Synopsis
Les Pêcheurs de perles
Zurga et Nadir se sont jurés une amitié éternelle, que leur amour pour la même femme, Leïla, menace. Pour préserver ce lien, ils décident d'y renoncer tous les deux. Mais le destin la replace sur leur chemin.
Dijon 2023/2024
Création de l'opéra
Les pêcheurs de perles est un opéra en trois actes du compositeur français Georges Bizet (1838-1875) sur un livret d'Eugène Cormon (de son vrai nom Pierre-Etienne Piestre, 1810-1903) et de Michel Carré (1821-1872).
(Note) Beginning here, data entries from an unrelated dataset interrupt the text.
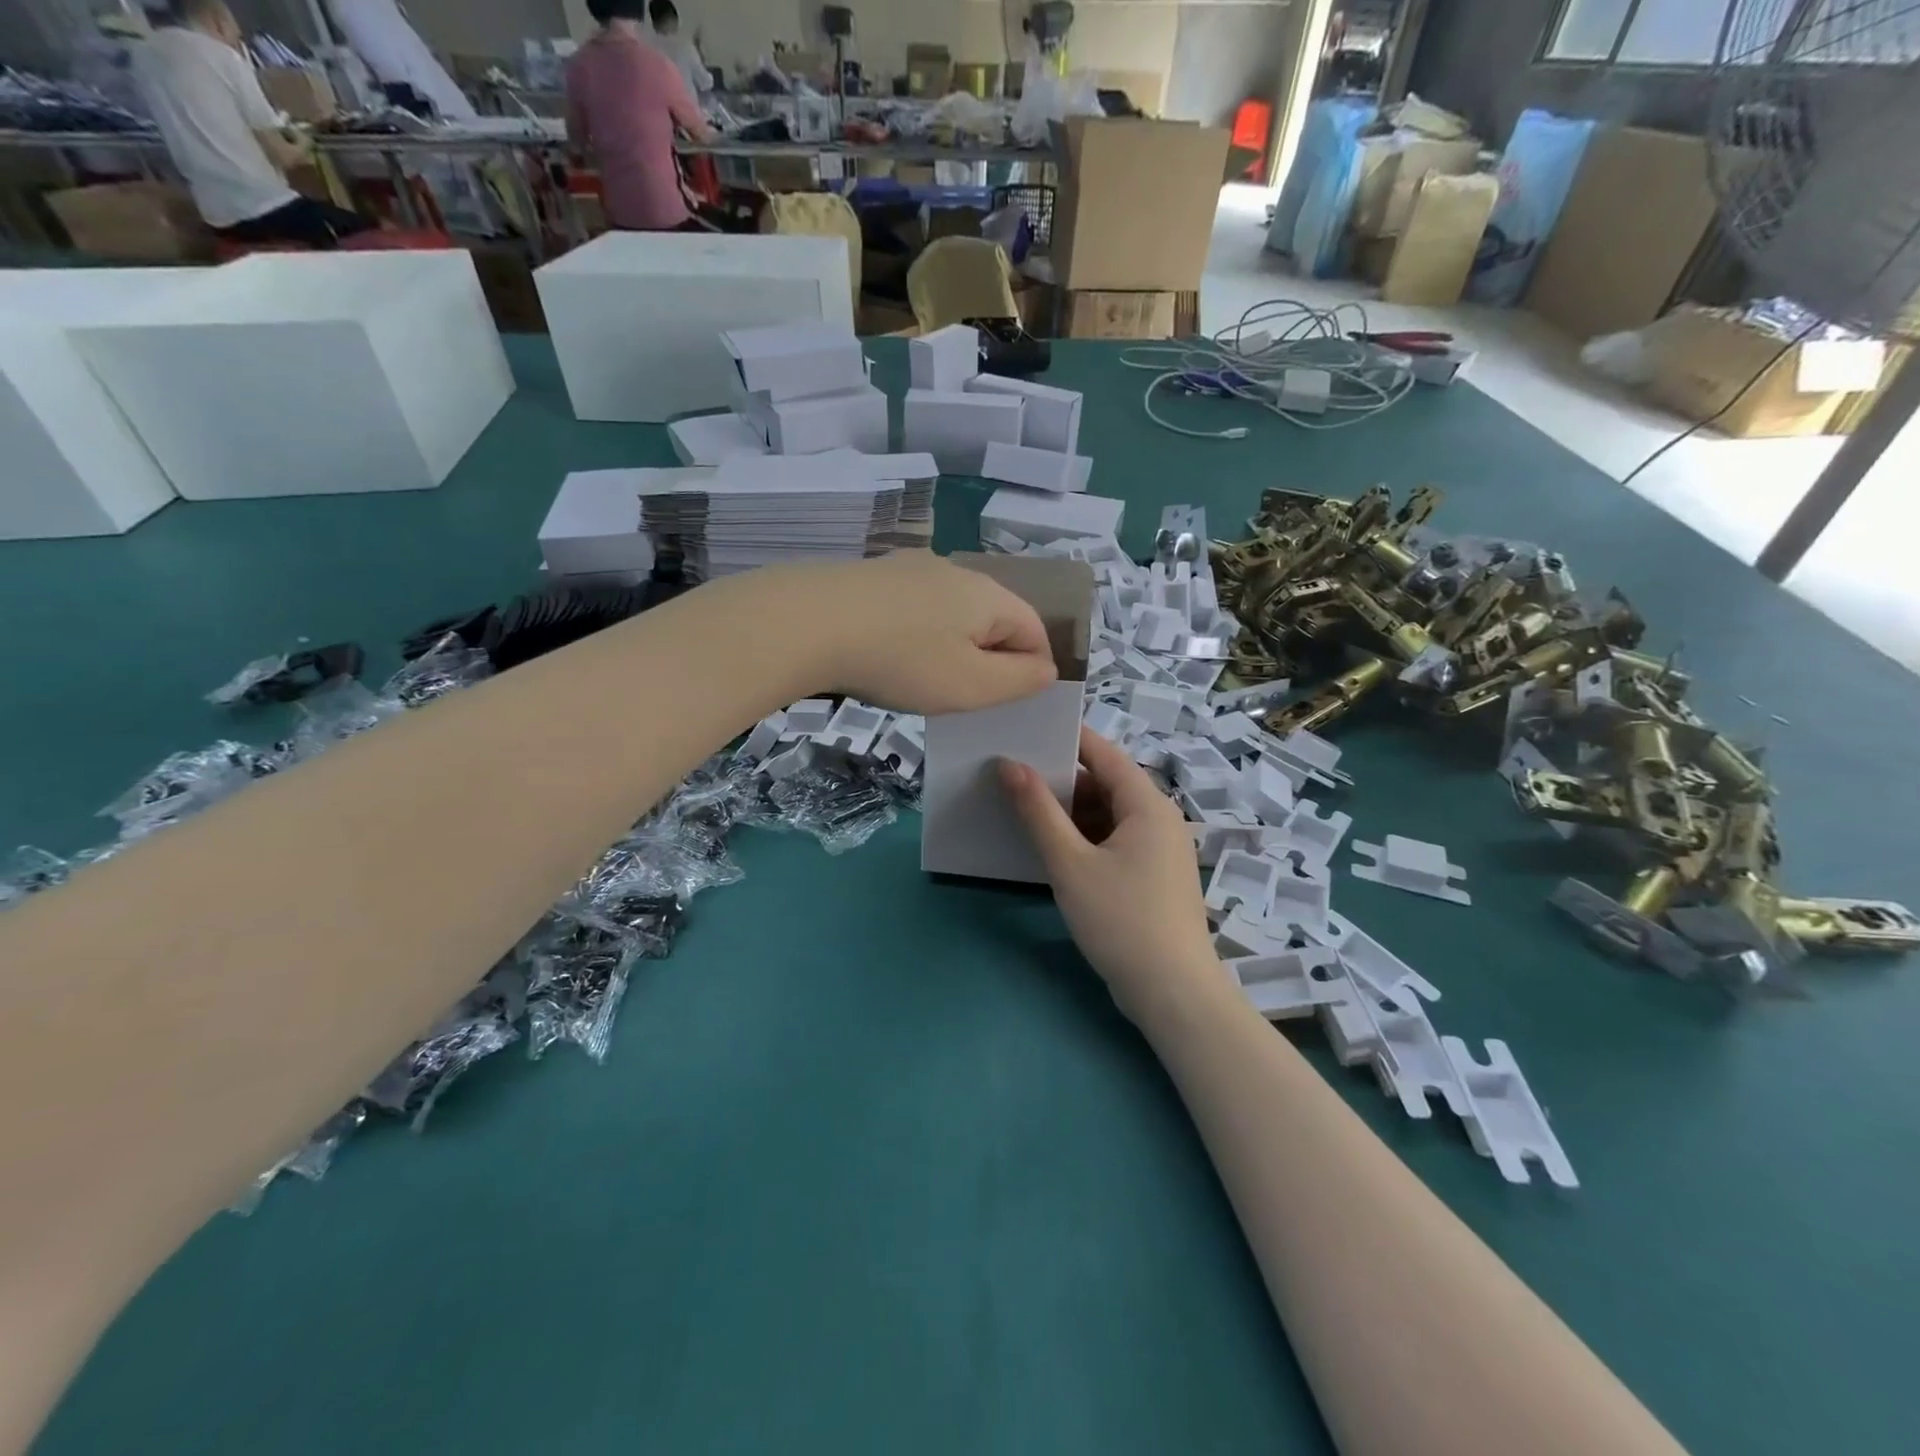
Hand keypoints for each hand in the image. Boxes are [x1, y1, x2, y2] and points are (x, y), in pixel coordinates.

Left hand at [792, 554, 1056, 714]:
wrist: (808, 622)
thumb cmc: (901, 661)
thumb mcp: (972, 685)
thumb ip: (1020, 680)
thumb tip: (1046, 668)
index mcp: (989, 595)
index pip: (1035, 629)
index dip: (1034, 669)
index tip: (1010, 703)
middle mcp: (956, 571)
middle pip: (993, 617)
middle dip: (990, 658)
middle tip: (966, 696)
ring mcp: (911, 568)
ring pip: (952, 612)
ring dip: (951, 646)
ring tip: (925, 679)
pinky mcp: (874, 575)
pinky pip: (914, 608)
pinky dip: (915, 634)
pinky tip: (889, 655)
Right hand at [1000, 729, 1224, 1023]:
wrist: (1174, 994)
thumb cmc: (1121, 920)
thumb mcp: (1070, 864)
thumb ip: (1038, 812)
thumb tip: (1010, 765)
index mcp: (1148, 805)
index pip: (1105, 754)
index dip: (1067, 739)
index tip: (1026, 731)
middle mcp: (1160, 820)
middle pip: (1107, 785)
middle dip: (1062, 780)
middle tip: (1014, 774)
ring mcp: (1160, 851)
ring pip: (1109, 816)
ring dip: (1071, 813)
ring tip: (1024, 808)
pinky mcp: (1154, 878)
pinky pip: (1115, 842)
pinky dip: (1085, 839)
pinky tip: (1053, 848)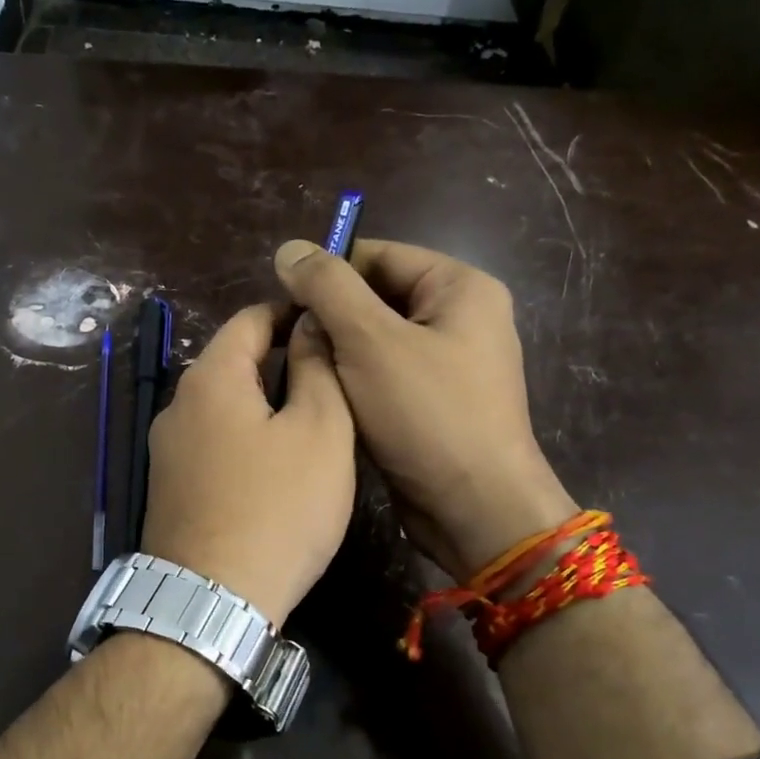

Écrite en 1863 par un tout jeune compositeur alors seulement âgé de vingt-cinq ans, cette œuvre dénote déjà de la grande maîtrise musicodramaturgique de son auteur à qui l'on pardonne quelques défauts de jeunesse tant dans la conception que dans la réalisation stylistique qui manque encore, à certains endroits, de singularité.
De nos jours, la production de ce compositeur (notamment Les pêcheurs de perles et bien sûr Carmen) est particulièrement mise en avant dans les maisons d'opéra. Pourtant, la carrière de Bizet et son opéra Les pêcheurs de perles ont faillit ne pas voir le jour. En effet, durant la seconde moitié du XIXe siècle, il est devenu très compliqué pour les jeunes compositeurs d'opéra de s'imposer sur les scènes parisiennes. Les directeurs d'opéra préfèrent monter des œuvres sûres comme les grands opéras historiques de compositeur comme Meyerbeer ou encore les opéras de Verdi.
Pourtant Bizet a mis toutes les chances de son côté : il s'est plié au rite de passage du Prix de Rome qu'il gagne en 1857 avec sa cantate Clovis et Clothilde. De plus, il a déjà prouvé sa valeur en tant que compositeur scénique avec son opérette Docteur Miracle (1856) écrite à l'occasion d'un concours organisé par Jacques Offenbach et qui avait précisément pour but la promotion de jeunes auteurs français. Mais rien n'y fait.
Puis en avril 1863, par l'entremise des deux auteurs qui deviendront les librettistes de son opéra Les pêcheurs de perles, Bizet rencontre le directeur du Théâtre Lyrique de Paris Léon Carvalho qui lui propose la composition d'un opéra sur un livret de Cormon et Carré. La démarche de Carvalho est entre autres motivée par une rente annuelle donnée par l'ancien ministre des Beaux-Arts, le Comte Walewski, pour financer chaque année la création du premier opéra d'un lauréat du Prix de Rome.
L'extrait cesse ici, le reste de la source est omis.